Question

Find the coordinates of a point on the parabola $y^2 = 8x$ whose distance from the focus is 10.

Answer 1

(8, 8) and (8, -8)

Answer 2

The parabola is $y^2 = 8x$. Comparing with $y^2 = 4ax$, we get $4a = 8$, so $a = 2$. The focus is at $(2, 0)$. Let the point be $P(x, y)$. The distance from the focus to $P$ is given as 10.

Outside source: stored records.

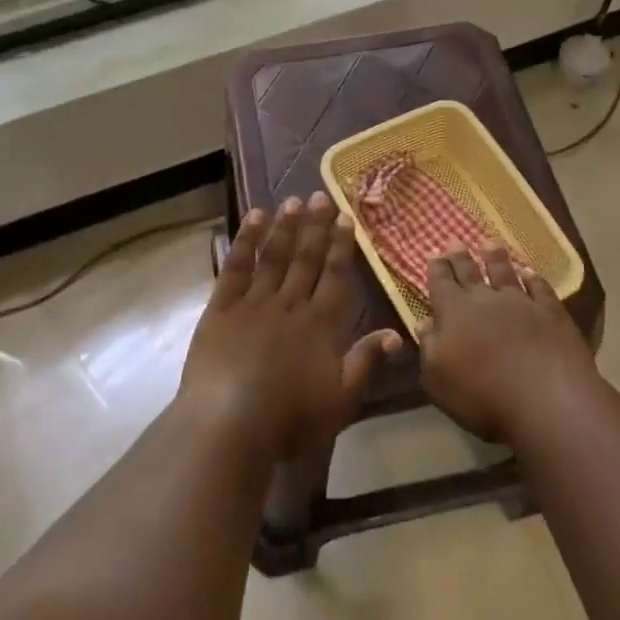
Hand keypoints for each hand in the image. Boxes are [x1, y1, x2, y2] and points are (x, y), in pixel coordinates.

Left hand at [180, 194, 401, 462]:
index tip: (346, 217)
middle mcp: (291, 304)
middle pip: (307, 258)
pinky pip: (237, 266)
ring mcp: (254, 302)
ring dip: (285, 226)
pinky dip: (246, 240)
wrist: (230, 424)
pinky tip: (253, 218)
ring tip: (293, 201)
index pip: (336, 275)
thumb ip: (366, 361)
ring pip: (275, 256)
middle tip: (321, 195)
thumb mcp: (340, 400)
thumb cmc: (290, 419)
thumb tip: (397, 334)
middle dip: (316, 226)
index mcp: (321, 324)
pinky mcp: (222, 307)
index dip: (342, 245)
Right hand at [418, 246, 597, 442]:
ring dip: (496, 258)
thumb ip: (429, 347)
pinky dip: (533, 278)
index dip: (436, 268)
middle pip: (470, 272)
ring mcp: (521, 303)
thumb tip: (423, 322)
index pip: (440, 282)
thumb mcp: (438, 379)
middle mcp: (485, 299)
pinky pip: (539, 288)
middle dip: (460, 256)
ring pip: (505, 273)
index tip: (433, 255)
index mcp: (454, 312)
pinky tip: (530, 273)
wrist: (546, 400)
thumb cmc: (482, 396)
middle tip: (455, 241)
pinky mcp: (551, 313)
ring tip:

Using the distance formula: $\sqrt{(x-2)^2 + (y-0)^2} = 10$ $(x-2)^2 + y^2 = 100$

Since $P(x, y)$ is on the parabola, $y^2 = 8x$. Substitute this into the equation: $(x-2)^2 + 8x = 100$ $x^2 - 4x + 4 + 8x = 100$ $x^2 + 4x - 96 = 0$ $(x+12)(x-8) = 0$

Possible values for $x$ are $-12$ and $8$. Since $y^2 = 8x$, $x$ must be non-negative ($x \ge 0$). Thus, we discard $x = -12$. So, $x = 8$.

Substitute $x = 8$ into $y^2 = 8x$: $y^2 = 8(8) = 64$ $y = \pm 8$

The coordinates of the points are $(8, 8)$ and $(8, -8)$.